Percussions continued through the background. Outside the nearest wall, two guys were talking. The girl did not cry out to them. The light dimmed around the area where her hips began—right where her skirt was bunched, askew, turned half backward. The girl kept staring at her body. Moving her left hand, she discovered it was not bound. She found that her feet and legs were also free. The girl tentatively started to sit up. And felt a spasm of pain, sharp and white, in her core.

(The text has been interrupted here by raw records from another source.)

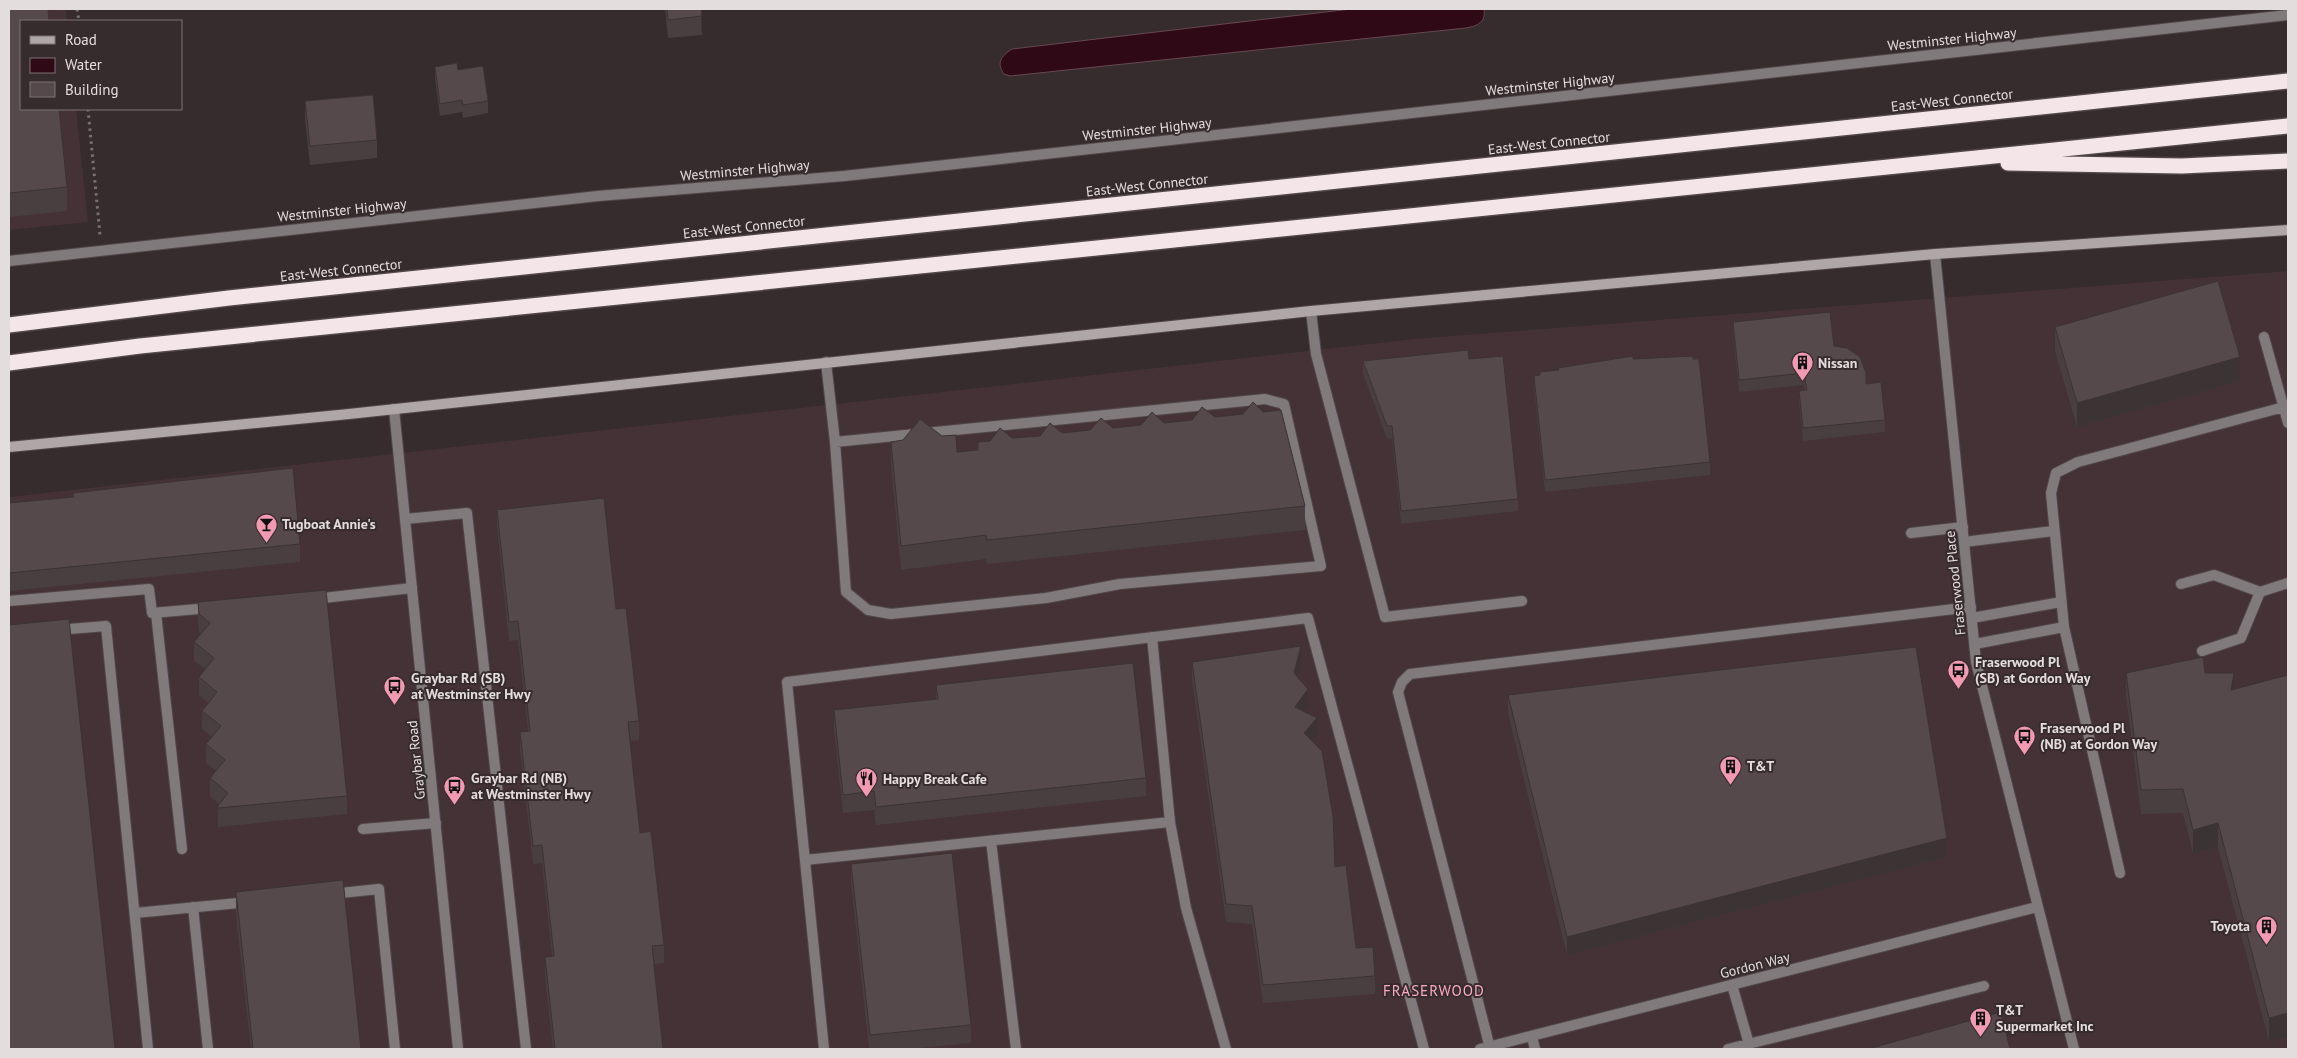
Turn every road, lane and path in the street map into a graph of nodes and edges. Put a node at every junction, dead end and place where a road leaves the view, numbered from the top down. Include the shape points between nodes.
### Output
1 (2288, 15) edge
2 (2288, 82) edge
3 (88, 110) edge
4 (2288, 126) edge
5 (2288, 161) edge
6 (1942, 162) junction
7 (2288, 230) edge
8 (102, 251) junction
9 (1936, 254) junction
10 (9, 261) edge
11 (1311, 311) junction
12 (9, 325) edge
13 (2264, 337) dead end
14 (826, 362) junction
15 (9, 363) edge
16 (2284, 407) junction
17 (394, 409) junction
18 (2288, 423) edge
19 (835, 442) junction
20 (9, 447) edge
21 (405, 519) junction
22 (1963, 528) junction
23 (2053, 531) junction
24 (1911, 533) dead end
25 (1964, 542) junction
26 (2288, 583) edge
27 (2181, 584) dead end
28 (412, 588) junction
29 (2260, 592) junction
30 (305, 600) edge
31 (9, 601) edge
32 (1522, 601) dead end
33 (2061, 602) junction
34 (226, 607) edge
35 (1971, 612) junction
36 (156, 613) junction
37 (2064, 627) junction
38 (48, 631) edge
39 (1152, 637) junction
40 (1975, 644) junction
41 (2202, 651) dead end
42 (1170, 822) junction
43 (436, 823) junction
44 (363, 829) dead end
45 (991, 841) junction
46 (182, 849) dead end
47 (805, 860) junction
48 (2120, 873) dead end
49 (320, 895) edge
50 (262, 900) edge
51 (193, 907) junction
52 (2037, 907) junction
53 (135, 913) junction
54 (1732, 985) junction
55 (1984, 986) dead end
56 (1532, 1037) junction
57 (1749, 1044) junction
58 (148, 1049) edge
59 (208, 1049) edge
60 (395, 1049) edge
61 (458, 1049) edge
62 (526, 1049) edge
63 (824, 1049) edge
64 (1016, 1049) edge
65 (1226, 1049) edge
66 (1424, 1049) edge
67 (1485, 1049) edge
68 (1535, 1049) edge
69 (1728, 1049) edge
70 (2074, 1049) edge

1 - 8 street, Westminster Highway via 844,176 598,196
2 - 12 highway, East-West Connector via 249,296
3 - 8 path
4 - 6 highway
5 - 6 highway via 2182,166
6 - 15 highway via 160,344
7 - 9 main road
8 - 10 street, Westminster Highway
9 - 11 main road
9 - 22 street, Fraserwood Place
11 - 14 main road
11 - 32 street via 1316,354 1385,617
13 - 16 street
14 - 17 main road
14 - 19 street
16 - 18 street
16 - 23 street via 2078,462 2056,473 2050,493
17 - 20 main road
17 - 21 street, Graybar Road
19 - 19 street via 846,592 868,610 891,614 1046,598 1120,584 1320,566 1284,404 1264,399
21 - 28 street, Graybar Road
21 - 62 street via 467,513
22 - 24 street
22 - 25 street, Fraserwood Place
23 - 25 street
23 - 33 street
25 - 35 street, Fraserwood Place
26 - 29 street
27 - 29 street via 2214,575
28 - 30 street
28 - 43 street, Graybar Road
29 - 41 street via 2241,638
31 - 36 street via 149,588 152,613
33 - 35 street
33 - 37 street
34 - 36 street
35 - 40 street, Fraserwood Place
35 - 67 street via 1410,674 1398,692
36 - 46 street
37 - 40 street
37 - 48 street
38 - 53 street via 106,626
39 - 42 street
39 - 47 street via 787,682
39 - 66 street via 1308,618
40 - 52 street, Fraserwood Place via 1976,662
42 - 45 street
42 - 65 street via 1186,908
43 - 44 street
43 - 61 street, Graybar Road
45 - 47 street
45 - 64 street
47 - 63 street
49 - 60 street via 379,889
50 - 51 street
51 - 53 street
51 - 59 street
52 - 54 street, Gordon Way
52 - 70 street, Fraserwood Place
53 - 58 street
54 - 56 street, Gordon Way
54 - 57 street
55 - 57 street
56 - 67 street, Gordon Way
56 - 68 street
57 - 69 street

And then a great wail cleaved the night, piercing at first, fanning out from the stage in all directions like beams of the sun through a downtown skyline. The tones and feedback altered as they carried, creating their own effects and grades. Sweaty strands fell in front of the guitarist's face and he addressed his strings and frets and whammy bar, wailing, keeping his pick against the uncoated third string, extending and then bending each played chord, repeating the song's central riff, but chan
ging it for his own purposes, easing from it a vulnerability, the fragility that by nature must lie beneath so much bombast—this exquisite sense of despair.

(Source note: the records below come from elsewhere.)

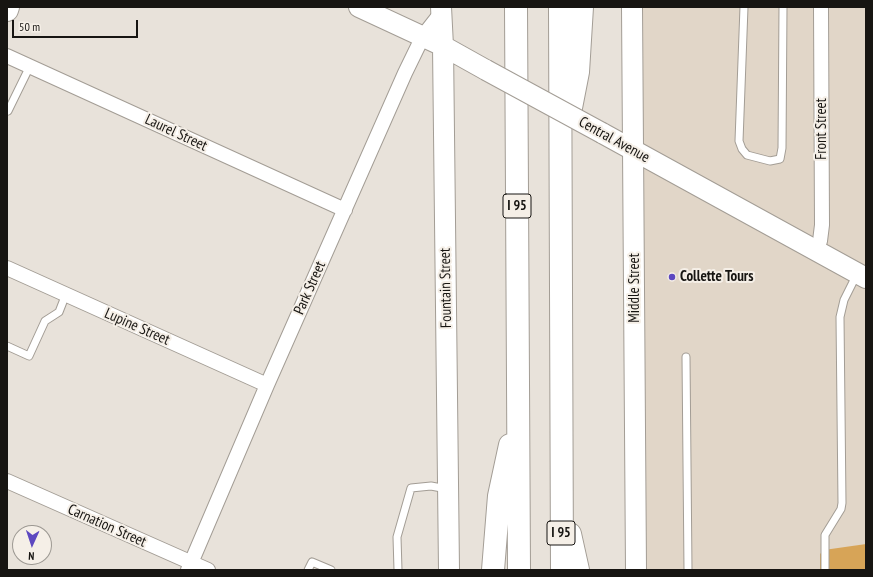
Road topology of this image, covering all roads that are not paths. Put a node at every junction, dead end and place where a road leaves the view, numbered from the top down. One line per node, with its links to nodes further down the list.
1 (359, 7): 10 (street, Central Avenue)
2 (516, 7): 25 (highway, I 95)
3 (560, 7): 16 (highway, I 95)
4 (582, 7): 16 (highway)
5 (632, 7): 15 (street, Middle Street)
6 (744, 7): 7 (lane)
7 (783, 7)
8 (821, 7): 18 (street, Front Street)
9 (441, 10): 10 (street, Park Street); 11 (street, Fountain Street)
10 (423, 36): 11 (street, Central Avenue); 17 (street, Park Street)
11 (443, 46): 15 (street, Central Avenue, bridge); 27 (street, Fountain Street)
12 (7, 56): 13 (street, Laurel Street)
13 (30, 66): 14 (lane); 17 (street, Laurel Street)
14 (7, 112)
15 (634, 150): 18 (street, Central Avenue); 39 (street, Middle Street)
16 (561, 161): 28 (highway, I 95)
17 (345, 210): 24 (street, Park Street)
18 (815, 250): 20 (street, Central Avenue)
19 (7, 268): 21 (street, Lupine Street)
20 (862, 276): 41 (lane)
21 (66, 294): 22 (lane); 24 (street, Lupine Street)
22 (7, 346)
23 (686, 357): 40 (lane)
24 (266, 386): 29 (street, Park Street)
25 (518, 404): 35 (highway); 36 (highway, I 95)
26 (7, 481): 29 (street, Carnation Street)
27 (448, 489): 33 (lane); 34 (street, Fountain Street)
28 (561, 495): 37 (highway, I 95); 38 (highway)
29 (190, 566): 30 (street, Carnation Street)
30 (208, 570)
31 (308, 570): 32 (lane)
32 (331, 570)
33 (398, 570)
34 (449, 570)
35 (493, 570)
36 (519, 570)
37 (562, 570)
38 (578, 570)
39 (636, 570)
40 (688, 570)
41 (825, 570)

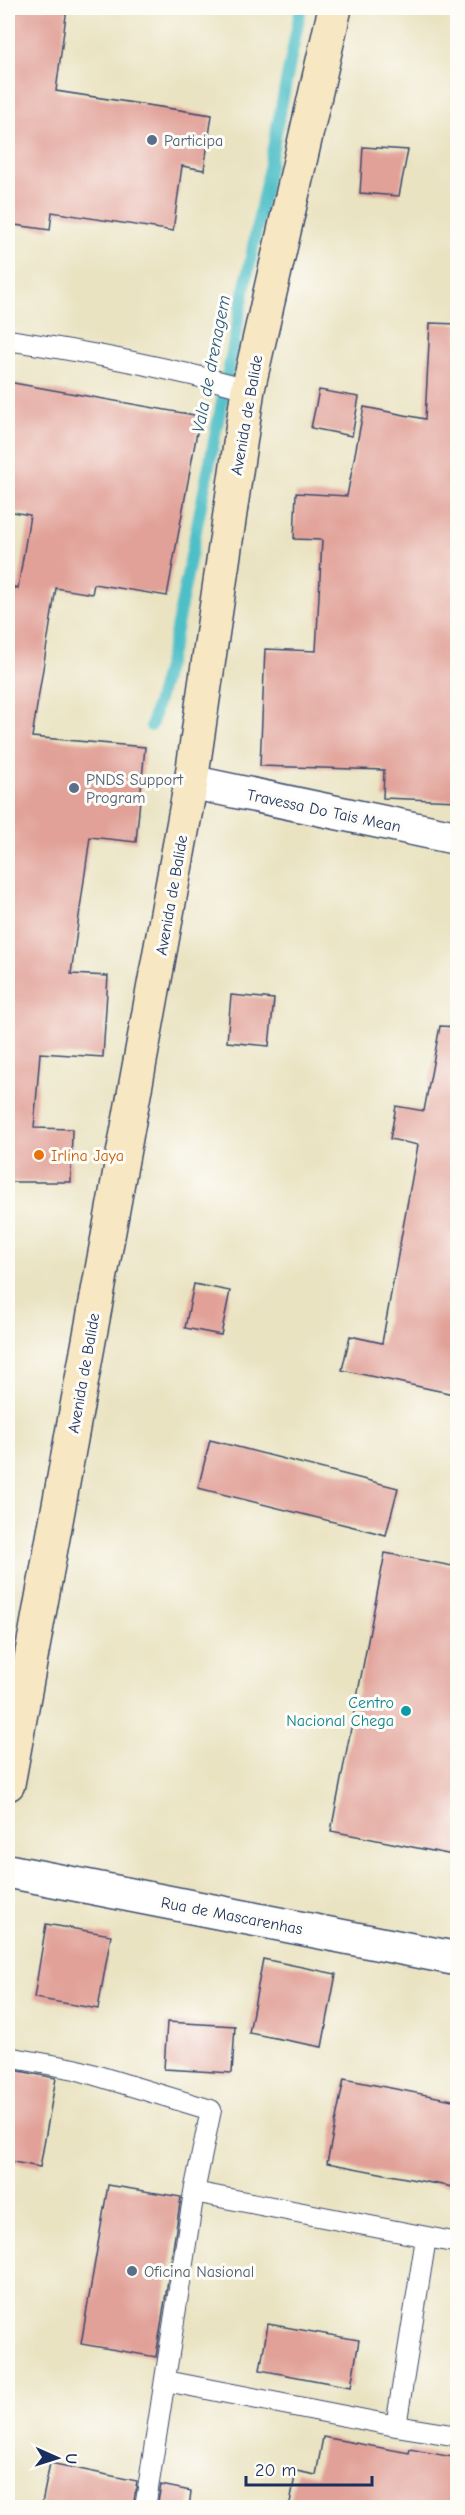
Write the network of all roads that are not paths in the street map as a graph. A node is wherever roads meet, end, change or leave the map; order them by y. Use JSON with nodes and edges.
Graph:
{"nodes":[{"id":1,"x":335,"y":8,"type":"edge"},
{"id":2,"x":8,"y":340,"type":"edge"},
{"id":3,"x":238,"y":387,"type":"junction"},
{"id":4,"x":191,"y":782,"type":"junction"},
{"id":5,"x":458,"y":838,"type":"edge"},
{"id":6,"x":8,"y":1784,"type":"edge"},
{"id":7,"x":8,"y":1871,"type":"edge"},
{"id":8,"x":458,"y":1959,"type":"edge"},
{"id":9,"x":8,"y":2057,"type":"edge"},
{"id":10,"x":194,"y":2192,"type":"junction"},
{"id":11,"x":426,"y":2238,"type":"junction"},
{"id":12,"x":458,"y":2243,"type":"edge"},
{"id":13,"x":166,"y":2381,"type":"junction"},
{"id":14,"x":396,"y":2426,"type":"junction"},
{"id":15,"x":458,"y":2436,"type":"edge"},
{"id":16,"x":145,"y":2508,"type":"edge"}],
"edges":[{"from":1,"to":3,"type":"main road","name":"Avenida de Balide"},
{"from":2,"to":3,"type":"lane"},
{"from":3,"to":4,"type":"main road","name":"Avenida de Balide"},
{"from":4,"to":5,"type":"street","name":"Travessa Do Tais Mean"},
{"from":4,"to":6,"type":"main road","name":"Avenida de Balide"},
{"from":7,"to":8,"type":"street","name":"Rua de Mascarenhas"},
{"from":9,"to":10,"type":"lane"},
{"from":10,"to":11,"type":"lane"},
{"from":10,"to":13,"type":"lane"},
{"from":11,"to":12,"type":"lane"},
{"from":11,"to":14,"type":"lane"},
{"from":13,"to":14,"type":"lane"},
{"from":13,"to":16,"type":"lane"},
{"from":14,"to":15,"type":"lane"}]}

Flickers now: a few thumbs pressing down onto plastic ignition wheels, flames dancing atop disposable plastic, hands rising into the night, the time-honored arena rock tradition that borders on a parody of itself, the virtuoso getting his props from the appreciative and the knowing and the poseurs who wanted to look like they also were in the know—as many as ten lighters flaming up. Maybe twice as many people had their eyes closed, were giving themselves to the groove.
Chewing the end of his swizzle stick, Bing Beiderbixxe did not acknowledge the waitress's impatient posture, nor her withering glare. Instead he looked toward the mouth of the small booth, and the black curtain at the entranceway.
Just wait here, the stripper had said, three ten-dollar Pepsis ago. I'll be right back.
The Library strip club came and went, as did the Gambler's Book Shop, the Liberace Museum, the Pinball Hall of Fame, and that indoor shooting range where a hundred bucks got you a half hour with an automatic rifle. Places Newell had never been and places he did not recognize and places that passed without thought or notice. His attention was occupied by a peculiar kind of righteousness: the angry certainty that comes from basking in the knowledge that you have been wronged; the cynical defiance of a person who finds his pain to be an excuse, whether he knows this or not. A damaged person intent on ignoring his own mistakes, refusing to examine anything he's said, anything he'd done. (Why should I? Why?) Newell's thoughts were soupy, numb. But something else was stirring within him. Growing out of the muck, it was the smallest of sensations, but was quickly increasing in intensity, this molten warmth.